Me stacking my deck with ‘Draw 2 cards’ with no damage or money cards in my hand
3000€, 1000 GB HDD, 32GB RAM, 15" screen, 1 port.
I hate laptop manufacturers.
That’s a Lenovo E480. There are two other USB-A and a USB-C and HDMI on the other side, plus you can’t see behind the dongles but there’s an ethernet port on the laptop as well.
I only have two complaints with what I’m looking at. One is there’s probably not enough power for whatever you have connected to all of those USB things. And two, there’s not enough support for the port that you’re plugging this into to resist the weight of all of the dongles, which could damage the motherboard.
What if they’re external drives with their own power supplies? I’ve done things nearly this convoluted, but used self powered devices.
Then you’re just constrained by the data bandwidth
I’m quite familiar with that one.
The worst one was the pre Raspberry Pi 3 boards. The early ones used an on board Ethernet chip set that was slaved directly to the USB controller. It was USB 2.0 so it could negotiate 100, but really run much less than that.
Then, if you put in a keyboard, mouse, and a USB thumb drive the USB host would multiplex over them and your bandwidth for data transfer would drop precipitously.
I was so happy when they moved to a real Ethernet chip instead of a USB adapter. The new limitation became the microSD… Of course they also introduced the grounding reset issue on the USB port, but just don’t plus or unplug anything and it’d be fine.

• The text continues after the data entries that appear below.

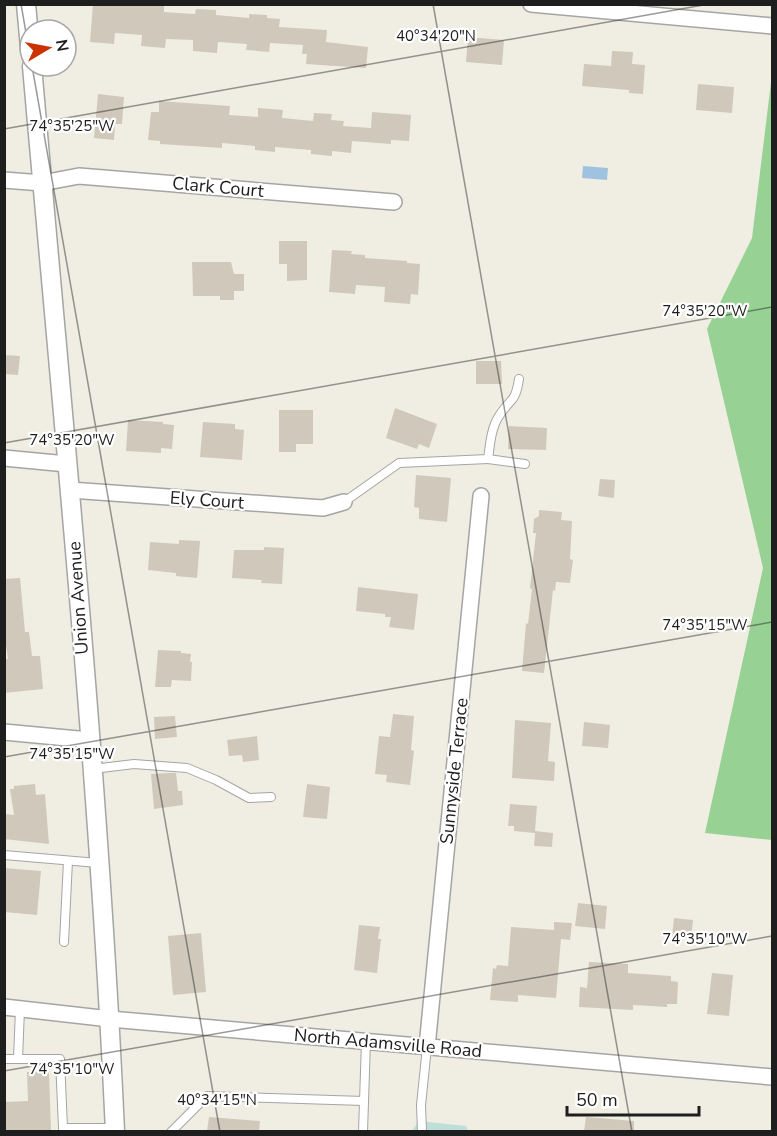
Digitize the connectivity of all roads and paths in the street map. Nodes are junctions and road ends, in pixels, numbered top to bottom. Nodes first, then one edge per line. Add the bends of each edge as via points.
1 (531, 4) edge
2 (772, 26) edge
3 (33, 78) edge
4 (4, 180) edge
5 (42, 183) junction
6 (394, 202) dead end
7 (519, 378) dead end
8 (4, 458) edge
9 (488, 459) junction
10 (67, 464) junction
11 (525, 464) dead end
12 (70, 490) junction
13 (481, 496) dead end
14 (344, 502) joint
15 (4, 732) edge
16 (89, 740) junction
17 (91, 770) junction
18 (271, 797) dead end
19 (4, 855) edge
20 (68, 861) junction
21 (98, 863) junction
22 (64, 942) dead end
23 (12, 1008) edge
24 (110, 1019) junction
25 (366, 1041) junction
26 (427, 1047) junction
27 (4, 1059) edge
28 (18, 1059) junction
29 (772, 1077) edge
30 (364, 1101) junction
31 (115, 1130) edge
32 (171, 1131) edge
33 (363, 1131) edge
34 (422, 1131) edge

1 - 2 street
3 - 5 street, Union Avenue
4 - 5 street, Clark Court
5 - 6 street, Clark Court via 78,176
5 - 10 street, Union Avenue
7 - 9 lane via 517,396 499,416
8 - 10 street
9 - 11 lane
9 - 14 lane via 399,463
10 - 12 street, Union Avenue
12 - 14 street, Ely Court via 323,508
12 - 16 street, Union Avenue
13 - 26 street, Sunnyside Terrace
15 - 16 street
16 - 17 street, Union Avenue
17 - 18 lane via 134,764 187,768 249,798
17 - 21 street, Union Avenue
19 - 20 lane
20 - 21 lane
20 - 22 lane
21 - 24 street, Union Avenue
23 - 24 street, North Adamsville Road
23 - 28 lane
24 - 25 street, North Adamsville Road
24 - 31 street, Union Avenue
25 - 26 street, North Adamsville Road
25 - 30 lane
26 - 29 street, North Adamsville Road
26 - 34 lane
27 - 28 lane
28 - 31 lane via 60,1059 63,1128
30 - 32 lane via 207,1096
30 - 33 lane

It’s plugged into the USB port not the motherboard.
The USB port is attached to the motherboard.

What do you think will break first with enough downward force? The port, or the motherboard solder joints holding the weight?
Hey it’s fine if you have a docking station which totally defeats the purpose of a laptop.
Ehhh I deploy a lot of these thin and light machines in place of desktops. The goal is to use a dock and have the IO that is needed at a desk but also have the portability of the small laptop that can do work remotely. The benefit is that you don’t have to remote into your work PC.
I wish… unpopular opinion but I love Apple’s approach with the MBAir. I want a skinny device with 2-3 C Ports max.
I’m done with USB A, on the rare occasion I need it I gladly use an adapter to improve portability the other 90% of the time. Any hardware made for Linux by non-US companies has several A ports, a few C, ethernet, HDMI, SD card… nope, I got a tower with all the ports. My portable should stay portable.
USB-C isn’t a straight upgrade of USB-A though. Both have their pros and cons.
USB-C has much higher bandwidth and allows more power draw. 2 nice features, but totally useless on something like a mouse.
USB-A is soo much cheaper and more sturdy. A much better connector for simple peripherals like mouses and keyboards.
So a laptop with only USB-C is quite dumb. It costs nothing to add a couple of USB-A ports, and it will save you a lot of money.
I’m not usually that kinda guy, but 5 volts is 5 volts.
Voltage drop is a thing. That’s why powered hubs exist
Yes, but their point is any port in a storm will suffice.
Until voltage sags below 4.7 and stuff starts acting weird or sags below 4.4 and just stops working ig
I’m a power bottom, thanks. It’s a little dehumanizing to call people, “hubs”.